Desde lo alto de una colina, al empezar el descenso, a mis pies se abre el mar. Las nubes se lenguas de luto que brotan del horizonte enrojecido por el sol, y las olas se suben unas encima de otras, la bandera roja ondea en toda la costa, el baño está prohibido, pero no el espectáculo. Detengo la marcha para ver la inmensidad atlántica desperezándose, la cresta de espuma que el viento roba a las olas, y la lluvia intermitente y cálida de este mediado verano. El cuadro es obra de Dios.
Es el típico lugar donde en los labios se te atropellan las expresiones de exaltación de la belleza, las alabanzas a Dios, y donde inevitablemente buscas alrededor una copa que asir con la mano, y alguien a quien abrazar, para musitar las gozosas palabras de aquel Belloc pletórico e inspirado:
Dondequiera que brille el sol católico,
Siempre hay risas y buen vino tinto.
Al menos yo siempre lo he encontrado así.
¡Benedicamus Domino!
Hay todavía una punzada del alma que los años no logran acallar, y que el embrutecimiento del mundo no consigue estropear, hay todavía una sensación en la piel que hace que el lodo se detenga a sus puertas, que mantiene limpia la mirada, que conserva intacta la esperanza. Es, claro, la contemplación de la belleza, aquí donde el mundo entero puede arder a tu espalda y, por un rato al menos, te daría igual.
Parajes, en fin, que encienden los sentidos, la razón y el espíritu, porque «no hay hermosura o belleza corporal, ya sea en el estado de quietud del cuerpo, como es la figura, ya sea en el movimiento, como es el cántico o la música, de la que no pueda ser juez árbitro el alma», como nos enseñó San Agustín en La ciudad de Dios.
Es entonces cuando la contienda política debe esperar. La vida, en general, con sus ruidos y sus emergencias, debe esperar. La guerra de las ideas, tan necesaria, corre el riesgo de trasladarse siempre a la primera línea de batalla, a donde lo inmediato, a donde lo superficial, a donde lo diario, y olvidar el mar de fondo, aquello que nos ancla con las luchas de quienes nos precedieron, aquello con lo que siempre, pase lo que pase, estaremos identificados. A veces, bonita paradoja, hay que sobrevolar la actualidad, para poder llegar más a fondo, para poder penetrar hasta el final y auscultar los temblores ideológicos del tiempo que nos arrastra.

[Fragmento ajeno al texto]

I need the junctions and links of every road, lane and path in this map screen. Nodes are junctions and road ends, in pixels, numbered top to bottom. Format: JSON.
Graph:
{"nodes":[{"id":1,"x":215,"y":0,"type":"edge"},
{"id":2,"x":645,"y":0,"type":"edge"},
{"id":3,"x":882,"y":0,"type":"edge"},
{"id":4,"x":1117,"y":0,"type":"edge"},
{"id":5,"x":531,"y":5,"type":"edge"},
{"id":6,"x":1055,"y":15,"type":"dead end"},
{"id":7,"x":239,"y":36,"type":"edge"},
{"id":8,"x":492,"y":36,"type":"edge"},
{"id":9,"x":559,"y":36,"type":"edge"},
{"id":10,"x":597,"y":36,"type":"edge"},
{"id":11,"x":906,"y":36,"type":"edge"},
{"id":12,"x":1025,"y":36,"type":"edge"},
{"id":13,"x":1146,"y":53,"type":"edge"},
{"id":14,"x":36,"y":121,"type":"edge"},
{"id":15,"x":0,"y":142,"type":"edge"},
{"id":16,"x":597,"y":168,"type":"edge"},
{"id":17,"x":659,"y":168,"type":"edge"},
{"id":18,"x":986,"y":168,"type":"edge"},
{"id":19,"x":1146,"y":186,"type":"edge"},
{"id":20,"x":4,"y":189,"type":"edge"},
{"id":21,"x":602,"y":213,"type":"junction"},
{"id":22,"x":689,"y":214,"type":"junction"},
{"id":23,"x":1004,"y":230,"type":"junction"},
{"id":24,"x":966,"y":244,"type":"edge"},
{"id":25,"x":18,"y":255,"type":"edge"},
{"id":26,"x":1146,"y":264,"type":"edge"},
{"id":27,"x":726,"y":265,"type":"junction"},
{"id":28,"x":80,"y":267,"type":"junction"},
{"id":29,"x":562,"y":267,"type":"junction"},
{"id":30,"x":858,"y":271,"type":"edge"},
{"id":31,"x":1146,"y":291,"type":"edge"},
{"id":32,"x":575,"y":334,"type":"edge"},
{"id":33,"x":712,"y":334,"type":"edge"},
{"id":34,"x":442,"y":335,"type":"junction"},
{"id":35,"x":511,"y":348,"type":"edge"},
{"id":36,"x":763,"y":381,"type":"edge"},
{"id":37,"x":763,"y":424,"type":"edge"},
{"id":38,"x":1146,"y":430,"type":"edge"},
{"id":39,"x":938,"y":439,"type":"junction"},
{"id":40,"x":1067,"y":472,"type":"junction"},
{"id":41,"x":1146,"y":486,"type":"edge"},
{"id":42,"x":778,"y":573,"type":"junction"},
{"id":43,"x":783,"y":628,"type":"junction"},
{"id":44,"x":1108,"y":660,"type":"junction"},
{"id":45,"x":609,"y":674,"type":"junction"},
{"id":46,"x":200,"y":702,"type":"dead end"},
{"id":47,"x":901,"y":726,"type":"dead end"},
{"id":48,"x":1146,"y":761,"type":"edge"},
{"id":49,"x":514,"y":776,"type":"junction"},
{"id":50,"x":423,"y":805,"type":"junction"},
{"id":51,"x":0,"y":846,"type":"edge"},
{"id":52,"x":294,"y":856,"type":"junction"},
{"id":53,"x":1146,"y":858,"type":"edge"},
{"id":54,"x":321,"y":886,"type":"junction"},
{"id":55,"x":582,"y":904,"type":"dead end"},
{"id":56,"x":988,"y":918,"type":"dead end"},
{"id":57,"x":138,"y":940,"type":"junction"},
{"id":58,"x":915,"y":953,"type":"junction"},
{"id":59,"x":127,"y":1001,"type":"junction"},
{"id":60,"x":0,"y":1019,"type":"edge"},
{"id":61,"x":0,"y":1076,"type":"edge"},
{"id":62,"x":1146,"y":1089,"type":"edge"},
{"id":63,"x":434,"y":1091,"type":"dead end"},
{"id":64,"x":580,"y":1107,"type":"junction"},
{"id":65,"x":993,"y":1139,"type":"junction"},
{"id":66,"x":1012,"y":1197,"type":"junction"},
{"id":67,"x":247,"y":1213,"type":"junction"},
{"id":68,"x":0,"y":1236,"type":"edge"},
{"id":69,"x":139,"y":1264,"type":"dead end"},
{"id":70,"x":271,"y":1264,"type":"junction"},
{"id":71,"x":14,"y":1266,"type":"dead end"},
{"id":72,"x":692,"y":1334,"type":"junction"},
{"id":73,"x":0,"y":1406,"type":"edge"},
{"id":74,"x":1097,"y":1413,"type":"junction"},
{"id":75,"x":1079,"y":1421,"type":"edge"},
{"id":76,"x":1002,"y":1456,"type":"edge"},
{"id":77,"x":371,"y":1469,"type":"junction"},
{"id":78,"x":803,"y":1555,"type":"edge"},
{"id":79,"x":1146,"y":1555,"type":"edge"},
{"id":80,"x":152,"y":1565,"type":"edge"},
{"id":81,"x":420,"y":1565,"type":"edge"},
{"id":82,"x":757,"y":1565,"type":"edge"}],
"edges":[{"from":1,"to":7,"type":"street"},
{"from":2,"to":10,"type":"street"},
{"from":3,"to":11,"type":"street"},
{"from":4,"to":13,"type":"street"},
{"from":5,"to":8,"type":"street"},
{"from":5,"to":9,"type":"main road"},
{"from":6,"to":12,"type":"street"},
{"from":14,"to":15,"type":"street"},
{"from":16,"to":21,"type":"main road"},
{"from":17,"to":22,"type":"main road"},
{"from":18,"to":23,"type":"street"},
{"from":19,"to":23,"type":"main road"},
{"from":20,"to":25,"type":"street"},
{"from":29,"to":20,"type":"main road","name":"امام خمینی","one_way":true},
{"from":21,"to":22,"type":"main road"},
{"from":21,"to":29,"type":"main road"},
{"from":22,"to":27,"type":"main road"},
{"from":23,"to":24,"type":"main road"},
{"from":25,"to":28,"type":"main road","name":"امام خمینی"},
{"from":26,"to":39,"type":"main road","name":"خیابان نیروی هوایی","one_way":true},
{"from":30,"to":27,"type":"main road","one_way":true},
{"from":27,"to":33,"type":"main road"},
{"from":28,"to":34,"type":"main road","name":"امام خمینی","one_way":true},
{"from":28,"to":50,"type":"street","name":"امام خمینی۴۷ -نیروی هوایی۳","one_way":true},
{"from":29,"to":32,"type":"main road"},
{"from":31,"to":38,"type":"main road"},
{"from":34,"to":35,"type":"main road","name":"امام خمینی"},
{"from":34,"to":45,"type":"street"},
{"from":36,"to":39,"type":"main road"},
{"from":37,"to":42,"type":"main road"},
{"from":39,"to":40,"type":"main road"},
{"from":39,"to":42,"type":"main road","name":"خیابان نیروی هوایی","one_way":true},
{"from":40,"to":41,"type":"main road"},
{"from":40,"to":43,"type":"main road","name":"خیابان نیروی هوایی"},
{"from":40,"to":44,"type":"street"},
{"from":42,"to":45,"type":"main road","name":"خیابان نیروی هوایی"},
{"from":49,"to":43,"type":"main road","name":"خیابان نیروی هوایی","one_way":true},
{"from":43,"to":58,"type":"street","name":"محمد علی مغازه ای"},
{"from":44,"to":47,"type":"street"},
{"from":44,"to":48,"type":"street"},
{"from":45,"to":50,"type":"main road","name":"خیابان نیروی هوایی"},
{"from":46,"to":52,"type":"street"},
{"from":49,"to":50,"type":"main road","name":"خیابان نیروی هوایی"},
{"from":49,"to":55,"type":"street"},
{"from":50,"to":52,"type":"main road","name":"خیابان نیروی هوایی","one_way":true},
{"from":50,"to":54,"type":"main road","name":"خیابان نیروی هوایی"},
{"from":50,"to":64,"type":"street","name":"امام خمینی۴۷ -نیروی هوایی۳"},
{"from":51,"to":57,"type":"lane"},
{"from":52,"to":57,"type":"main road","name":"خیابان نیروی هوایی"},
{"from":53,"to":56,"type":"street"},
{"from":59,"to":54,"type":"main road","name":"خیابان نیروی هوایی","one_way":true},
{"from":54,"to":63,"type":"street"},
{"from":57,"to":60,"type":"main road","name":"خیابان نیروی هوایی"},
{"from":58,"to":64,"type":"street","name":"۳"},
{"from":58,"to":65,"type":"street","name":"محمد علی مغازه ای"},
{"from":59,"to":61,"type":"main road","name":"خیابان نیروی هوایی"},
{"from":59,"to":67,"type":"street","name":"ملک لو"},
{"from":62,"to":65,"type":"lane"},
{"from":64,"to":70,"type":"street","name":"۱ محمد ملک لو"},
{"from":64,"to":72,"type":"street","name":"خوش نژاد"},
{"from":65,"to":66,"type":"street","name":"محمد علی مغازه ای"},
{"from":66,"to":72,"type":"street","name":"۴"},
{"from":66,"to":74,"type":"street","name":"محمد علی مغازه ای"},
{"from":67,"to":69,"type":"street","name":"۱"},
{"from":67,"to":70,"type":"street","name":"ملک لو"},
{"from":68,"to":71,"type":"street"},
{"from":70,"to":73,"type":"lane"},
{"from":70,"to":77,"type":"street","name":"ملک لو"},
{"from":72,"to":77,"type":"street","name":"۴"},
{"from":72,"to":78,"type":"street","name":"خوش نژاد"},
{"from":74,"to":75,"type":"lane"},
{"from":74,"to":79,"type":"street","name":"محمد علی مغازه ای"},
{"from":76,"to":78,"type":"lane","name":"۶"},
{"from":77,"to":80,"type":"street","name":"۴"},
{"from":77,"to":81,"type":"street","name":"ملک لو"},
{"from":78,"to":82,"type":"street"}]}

Pensaba en todo esto, ante la mejor puesta del sol marinera del verano, verdes, azules y naranjas, cuando comprendí que el cuadro que tenía ante mis ojos representaba exactamente lo más importante que, como conservadores, llevamos grabado a fuego en el alma: el bien, la verdad, y la belleza.
El bien para anegar el mal. El bien para dejarse morir por él. El bien para no equivocarse en la duda. La verdad para entender. La verdad para vivir en un mundo real. La verdad para poder caminar sin el sobrepeso de la mala conciencia. La belleza para el disfrute. La belleza para el conocimiento. La belleza para compartirla.
La tríada de bien, verdad y belleza es precisamente la más odiada por el príncipe del mal, la mentira, y la fealdad, pero también la más masacrada por los progresistas posmodernos, que ya no esconden su culto a la fealdad, su desapego por el bien, y su renuncia a la verdad. Ante los días de zozobro, ante la calma que rodea a toda tempestad, el horizonte del mar, y sobre él, las tres luces que nos darán buena guía en la noche para seguir la estela hacia las estrellas, para alcanzar el puerto anhelado. Ya lo sabes. Cuando la bruma lo vuelva todo confuso, volver a lo básico, lo inmutable, lo único importante: el bien, la verdad y la belleza.